**WORK ORDER**
For each line in the data below that holds "Feuillet", return a copy.
--- AVAILABLE DATA ---
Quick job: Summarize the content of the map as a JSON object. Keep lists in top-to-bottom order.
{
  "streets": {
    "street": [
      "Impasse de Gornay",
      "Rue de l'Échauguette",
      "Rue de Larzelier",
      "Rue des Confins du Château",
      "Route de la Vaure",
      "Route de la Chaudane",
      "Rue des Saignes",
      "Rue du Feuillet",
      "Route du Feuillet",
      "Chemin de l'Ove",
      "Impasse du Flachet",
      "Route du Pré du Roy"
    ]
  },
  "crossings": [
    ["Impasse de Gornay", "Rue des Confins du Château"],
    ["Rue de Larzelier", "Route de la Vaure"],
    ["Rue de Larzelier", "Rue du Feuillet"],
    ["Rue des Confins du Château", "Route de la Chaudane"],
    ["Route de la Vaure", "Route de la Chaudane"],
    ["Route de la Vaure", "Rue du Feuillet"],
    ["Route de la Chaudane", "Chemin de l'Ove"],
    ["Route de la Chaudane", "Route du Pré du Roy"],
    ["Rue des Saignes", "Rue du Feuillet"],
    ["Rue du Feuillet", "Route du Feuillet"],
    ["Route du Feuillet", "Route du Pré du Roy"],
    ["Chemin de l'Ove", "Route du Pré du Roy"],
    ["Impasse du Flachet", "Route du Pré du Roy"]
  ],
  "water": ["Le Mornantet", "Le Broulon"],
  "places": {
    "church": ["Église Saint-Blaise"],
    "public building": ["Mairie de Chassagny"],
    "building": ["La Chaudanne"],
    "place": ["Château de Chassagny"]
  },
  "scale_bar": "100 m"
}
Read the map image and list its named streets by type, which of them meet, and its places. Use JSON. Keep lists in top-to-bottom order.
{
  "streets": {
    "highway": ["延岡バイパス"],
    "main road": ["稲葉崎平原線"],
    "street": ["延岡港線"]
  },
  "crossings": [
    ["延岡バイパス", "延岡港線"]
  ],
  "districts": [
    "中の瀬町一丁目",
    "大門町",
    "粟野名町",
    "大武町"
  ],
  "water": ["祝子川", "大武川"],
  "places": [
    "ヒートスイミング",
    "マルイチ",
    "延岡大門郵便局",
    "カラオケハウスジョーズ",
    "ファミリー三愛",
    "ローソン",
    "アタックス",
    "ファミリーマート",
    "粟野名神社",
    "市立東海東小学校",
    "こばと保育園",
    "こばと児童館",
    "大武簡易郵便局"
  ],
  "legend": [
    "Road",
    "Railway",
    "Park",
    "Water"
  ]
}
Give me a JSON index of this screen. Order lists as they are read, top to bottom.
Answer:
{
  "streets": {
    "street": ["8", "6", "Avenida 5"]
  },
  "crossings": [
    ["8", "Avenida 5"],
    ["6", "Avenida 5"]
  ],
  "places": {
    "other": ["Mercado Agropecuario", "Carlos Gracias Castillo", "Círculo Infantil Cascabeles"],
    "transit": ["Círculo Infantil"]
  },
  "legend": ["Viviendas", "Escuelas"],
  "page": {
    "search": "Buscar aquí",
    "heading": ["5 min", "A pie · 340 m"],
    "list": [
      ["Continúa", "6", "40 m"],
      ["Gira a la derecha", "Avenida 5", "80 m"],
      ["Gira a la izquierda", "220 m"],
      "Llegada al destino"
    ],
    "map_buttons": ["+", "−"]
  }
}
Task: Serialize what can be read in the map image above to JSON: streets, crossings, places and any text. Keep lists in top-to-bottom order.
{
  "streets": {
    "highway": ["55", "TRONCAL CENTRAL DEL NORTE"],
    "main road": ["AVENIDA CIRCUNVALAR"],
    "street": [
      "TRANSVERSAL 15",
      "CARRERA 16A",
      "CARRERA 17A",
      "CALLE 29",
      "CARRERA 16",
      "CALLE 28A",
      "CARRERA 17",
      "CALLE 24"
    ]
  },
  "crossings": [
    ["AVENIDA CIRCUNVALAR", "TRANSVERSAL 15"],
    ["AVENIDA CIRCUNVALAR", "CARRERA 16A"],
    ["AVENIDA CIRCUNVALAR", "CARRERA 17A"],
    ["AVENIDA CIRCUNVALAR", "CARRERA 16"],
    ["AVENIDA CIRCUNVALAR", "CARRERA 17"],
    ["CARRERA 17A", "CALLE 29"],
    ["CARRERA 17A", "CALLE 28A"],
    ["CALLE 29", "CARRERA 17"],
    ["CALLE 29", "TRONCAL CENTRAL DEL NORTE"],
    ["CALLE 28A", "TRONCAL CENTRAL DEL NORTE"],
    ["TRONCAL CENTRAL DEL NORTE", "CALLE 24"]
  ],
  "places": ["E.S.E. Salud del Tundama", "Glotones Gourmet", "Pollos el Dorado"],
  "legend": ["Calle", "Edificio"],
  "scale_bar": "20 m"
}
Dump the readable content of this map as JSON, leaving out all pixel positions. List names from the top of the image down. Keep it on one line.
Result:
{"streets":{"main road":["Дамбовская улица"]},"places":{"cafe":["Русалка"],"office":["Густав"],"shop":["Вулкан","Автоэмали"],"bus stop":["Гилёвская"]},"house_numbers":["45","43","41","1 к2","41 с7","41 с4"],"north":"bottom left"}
---
**RESPONSE TO THIS TASK**
      "Rue du Feuillet",
      "Route du Feuillet",
    ["Rue de Larzelier", "Rue du Feuillet"],
    ["Route de la Vaure", "Rue du Feuillet"],
    ["Rue des Saignes", "Rue du Feuillet"],
    ["Rue du Feuillet", "Route du Feuillet"],
    ["Route du Feuillet", "Route du Pré du Roy"],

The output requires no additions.